Durrant Pate/Contributor

The Government of Jamaica is greenlighting United Oil & Gas to carry out geotechnical studies to boost understanding of the Walton and Morant basins, where it has a licence to prospect for oil and gas.

The government has given its stamp of approval to United’s plans to gather further data on its offshore acreage in the frontier Walton and Morant basins, which was previously operated by Tullow Oil under a joint venture arrangement. 

United, publicly listed on the London Stock Exchange, has been trying for years to farm out a stake in the Walter-Morant licence, and so acquiring additional information will help increase the chances of a successful deal.

The National Environment & Planning Agency (NEPA) has decided to grant an environmental permit and a beach licence for an offshore geotechnical programme. United aims to carry out a piston core survey, which will involve collecting between 40 and 60 seabed sediment samples from the two basins.

The Walton-Morant basin south of Jamaica, which extends from St Thomas to Westmoreland. (Photo: Contributed)
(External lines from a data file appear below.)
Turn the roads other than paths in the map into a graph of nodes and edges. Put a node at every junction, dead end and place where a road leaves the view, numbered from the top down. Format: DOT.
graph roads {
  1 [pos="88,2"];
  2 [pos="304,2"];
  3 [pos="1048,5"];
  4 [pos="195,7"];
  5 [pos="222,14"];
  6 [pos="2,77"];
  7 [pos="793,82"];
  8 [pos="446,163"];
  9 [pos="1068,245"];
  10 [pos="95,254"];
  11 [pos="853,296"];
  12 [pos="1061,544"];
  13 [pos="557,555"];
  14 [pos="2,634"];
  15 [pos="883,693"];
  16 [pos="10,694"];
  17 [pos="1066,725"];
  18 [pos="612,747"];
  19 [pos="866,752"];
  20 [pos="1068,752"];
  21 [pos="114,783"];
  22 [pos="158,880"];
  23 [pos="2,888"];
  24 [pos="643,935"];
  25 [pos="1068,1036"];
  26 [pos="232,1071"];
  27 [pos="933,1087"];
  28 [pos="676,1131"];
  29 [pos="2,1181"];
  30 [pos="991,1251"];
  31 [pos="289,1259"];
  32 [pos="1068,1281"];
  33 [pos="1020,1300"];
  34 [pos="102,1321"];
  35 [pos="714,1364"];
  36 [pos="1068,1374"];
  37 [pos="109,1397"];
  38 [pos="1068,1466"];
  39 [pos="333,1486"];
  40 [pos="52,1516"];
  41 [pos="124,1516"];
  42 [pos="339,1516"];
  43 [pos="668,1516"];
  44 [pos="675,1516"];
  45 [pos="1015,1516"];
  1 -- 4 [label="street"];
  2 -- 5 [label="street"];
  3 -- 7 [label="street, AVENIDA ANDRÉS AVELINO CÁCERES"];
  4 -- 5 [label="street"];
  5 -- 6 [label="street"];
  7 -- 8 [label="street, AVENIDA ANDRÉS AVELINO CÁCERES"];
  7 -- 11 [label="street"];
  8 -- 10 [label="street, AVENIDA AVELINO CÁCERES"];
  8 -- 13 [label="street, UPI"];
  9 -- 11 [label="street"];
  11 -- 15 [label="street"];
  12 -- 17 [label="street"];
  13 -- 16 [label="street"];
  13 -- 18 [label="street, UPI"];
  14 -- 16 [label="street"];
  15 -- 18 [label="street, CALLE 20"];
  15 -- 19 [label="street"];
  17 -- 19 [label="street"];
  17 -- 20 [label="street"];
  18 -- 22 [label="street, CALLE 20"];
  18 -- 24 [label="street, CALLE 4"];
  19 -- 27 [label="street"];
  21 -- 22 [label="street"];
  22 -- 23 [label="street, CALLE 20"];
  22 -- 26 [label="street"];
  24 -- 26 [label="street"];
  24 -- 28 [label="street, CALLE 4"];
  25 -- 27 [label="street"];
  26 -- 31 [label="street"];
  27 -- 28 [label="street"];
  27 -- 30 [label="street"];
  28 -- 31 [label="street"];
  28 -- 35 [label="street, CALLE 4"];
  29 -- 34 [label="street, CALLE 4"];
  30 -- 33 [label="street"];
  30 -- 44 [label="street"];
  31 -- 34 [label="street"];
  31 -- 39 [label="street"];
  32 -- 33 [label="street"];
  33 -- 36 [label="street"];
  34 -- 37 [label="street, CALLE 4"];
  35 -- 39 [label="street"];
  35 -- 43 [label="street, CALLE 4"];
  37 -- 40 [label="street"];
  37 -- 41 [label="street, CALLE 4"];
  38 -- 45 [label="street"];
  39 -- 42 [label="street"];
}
Details of the planned operation

The operation will deploy a long, cylindrical piston corer designed to penetrate the seafloor and retrieve undisturbed core samples. These samples will then undergo detailed geochemical analysis to improve understanding of the hydrocarbon generation potential and reservoir quality across the licence area.

To help select viable seabed locations, a multibeam echosounder survey is planned over certain deeper areas of the licence, particularly in regions of the Morant basin not currently covered by 3D seismic data. In addition, the survey will include a ‘heat probe’ analysis at specific locations to measure background heat flow and sediment thermal conductivity.

According to United, “this data will help to refine basin modelling and petroleum system analysis, and will also help identify and prioritise areas most likely to host commercial hydrocarbon accumulations.”

United chief executive Brian Larkin commended NEPA for granting its application, saying, “We welcome NEPA’s publication and view it as a positive indication of progress toward the next technical phase at Walton Morant. While we await the formal documentation, this is a significant milestone in our planning for the offshore programme and supports our strategy to advance the licence and unlock its value through disciplined technical work and industry engagement.”

Brian Larkin, interim chairman and CEO of United Oil & Gas. (Photo: United Oil & Gas)

Ongoing farm-out process 

He added that data from these campaigns “play an important role in our ongoing farm-out process, which continues to attract interest from credible counterparties.” Envoi is handling the farm-out process. 

Larkin noted that the company’s acreage “remains one of the few frontier licences with multi-billion-barrel potential and proximity to existing infrastructure in a stable jurisdiction near the US Gulf Coast.”

To date, the company has mapped over 40 leads on the licence, which expires in January 2028.

Last week, the company reported growing an “appetite for high-impact exploration is returning. Against this backdrop, our farm-out strategy has gained renewed momentum and [has] several parties under non-disclosure agreements.”